Because the plant itself can become its own vector for disease, and because mother plants are especially at risk for viral contamination as the plant’s immune system gets weaker over time, infections generally can only be treated by destroying the crop, the mother plants and any clones and seed taken from those mother plants, and then starting from scratch.
That is unless growers can leverage meristematic tissue culture to save their genetics, something that Clarke had proposed years ago: meristematic tissue culture can rid the plant of certain viruses. (Not unrelatedly, tissue culture is also a great way to preserve a given cultivar for later use, or for storing useful male specimens for use in breeding projects. A cultivator could literally store 5,000 cultivar specimens in a relatively small area with a fairly low maintenance cost compared to upkeeping mother plants from which to clone, costs compounded by the potential risks associated with those clonal methods.)

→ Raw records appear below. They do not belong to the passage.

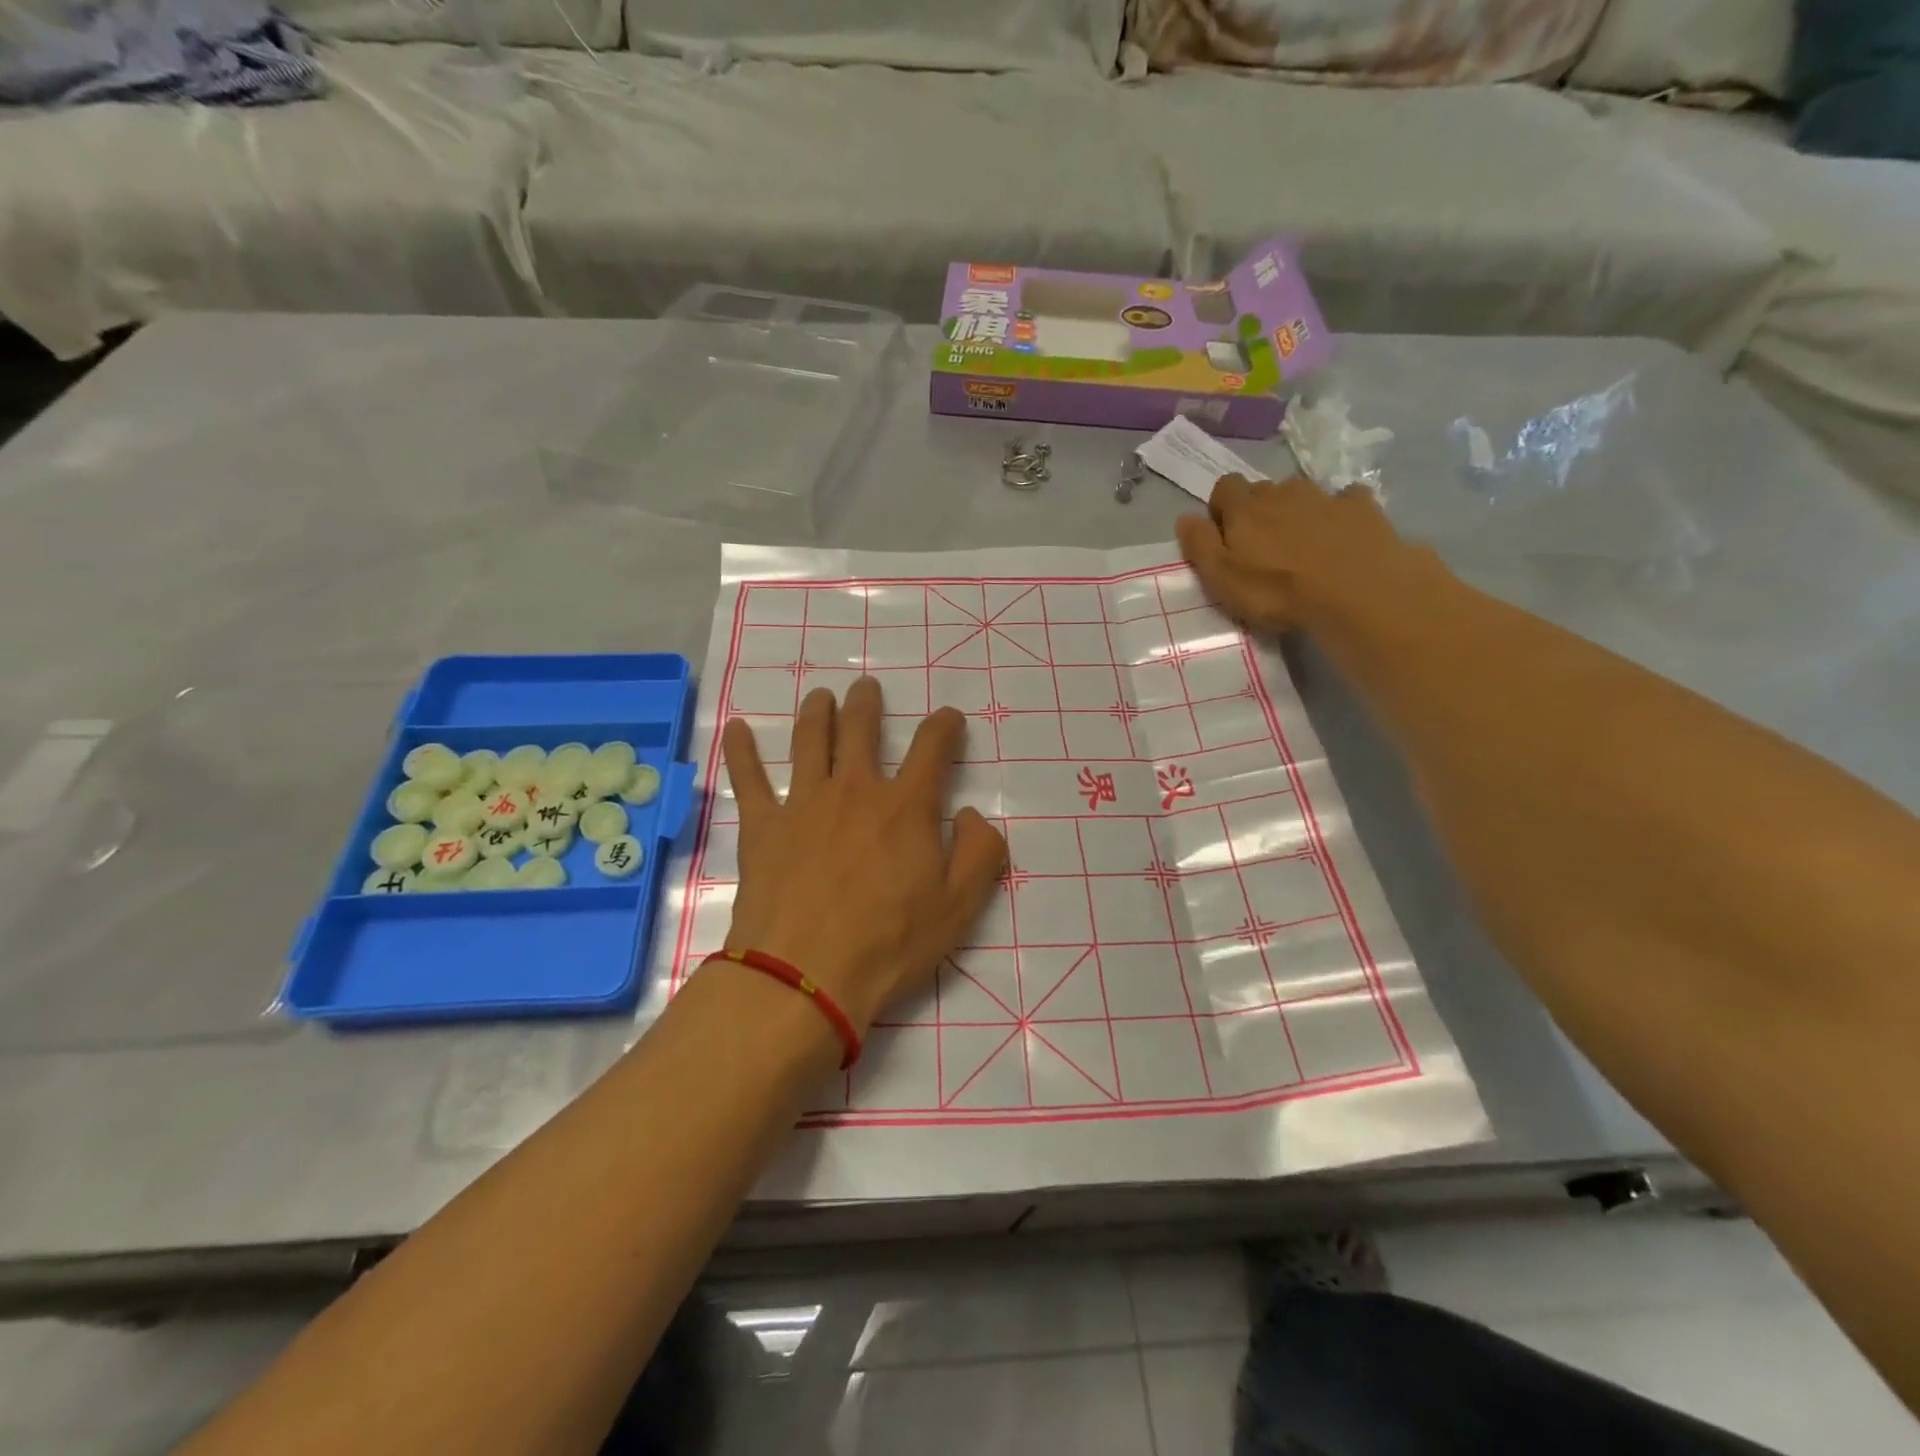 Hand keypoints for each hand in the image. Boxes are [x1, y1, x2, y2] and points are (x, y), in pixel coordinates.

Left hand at [718, 678, 1006, 1034]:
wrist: (805, 975)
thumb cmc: (889, 943)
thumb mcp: (960, 906)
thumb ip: (980, 852)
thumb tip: (972, 815)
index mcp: (905, 806)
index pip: (932, 748)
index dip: (945, 726)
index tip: (949, 718)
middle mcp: (854, 789)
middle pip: (861, 729)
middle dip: (867, 703)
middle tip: (866, 687)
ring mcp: (804, 803)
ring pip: (809, 740)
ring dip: (816, 711)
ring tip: (820, 696)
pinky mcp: (763, 826)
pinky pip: (749, 778)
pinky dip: (741, 750)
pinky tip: (735, 727)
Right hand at [1175, 474, 1427, 633]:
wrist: (1355, 590)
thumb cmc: (1277, 590)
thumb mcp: (1222, 577)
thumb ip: (1199, 544)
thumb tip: (1184, 517)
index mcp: (1245, 508)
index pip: (1224, 487)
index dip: (1222, 508)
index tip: (1225, 535)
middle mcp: (1282, 491)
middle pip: (1263, 491)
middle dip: (1259, 511)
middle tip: (1263, 547)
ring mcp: (1325, 496)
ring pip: (1302, 494)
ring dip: (1297, 511)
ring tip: (1302, 544)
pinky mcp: (1362, 506)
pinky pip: (1345, 500)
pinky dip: (1339, 512)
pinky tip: (1342, 535) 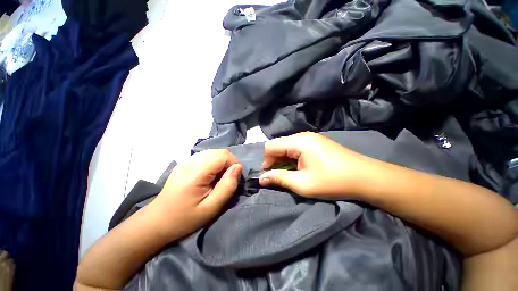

The practice of cloning from a host mother is potentially problematic, and that tissue culture of cannabis for mass production is the only viable answer when one considers the risks of introducing a viral contamination by using clones and/or seed.
All of this to say: When considering disease vectors, cannabis cultivators also should look at their long-held belief and practices with an objective lens. Only unbiased evaluation should decide whether current practices put their crop, and their business, at risk.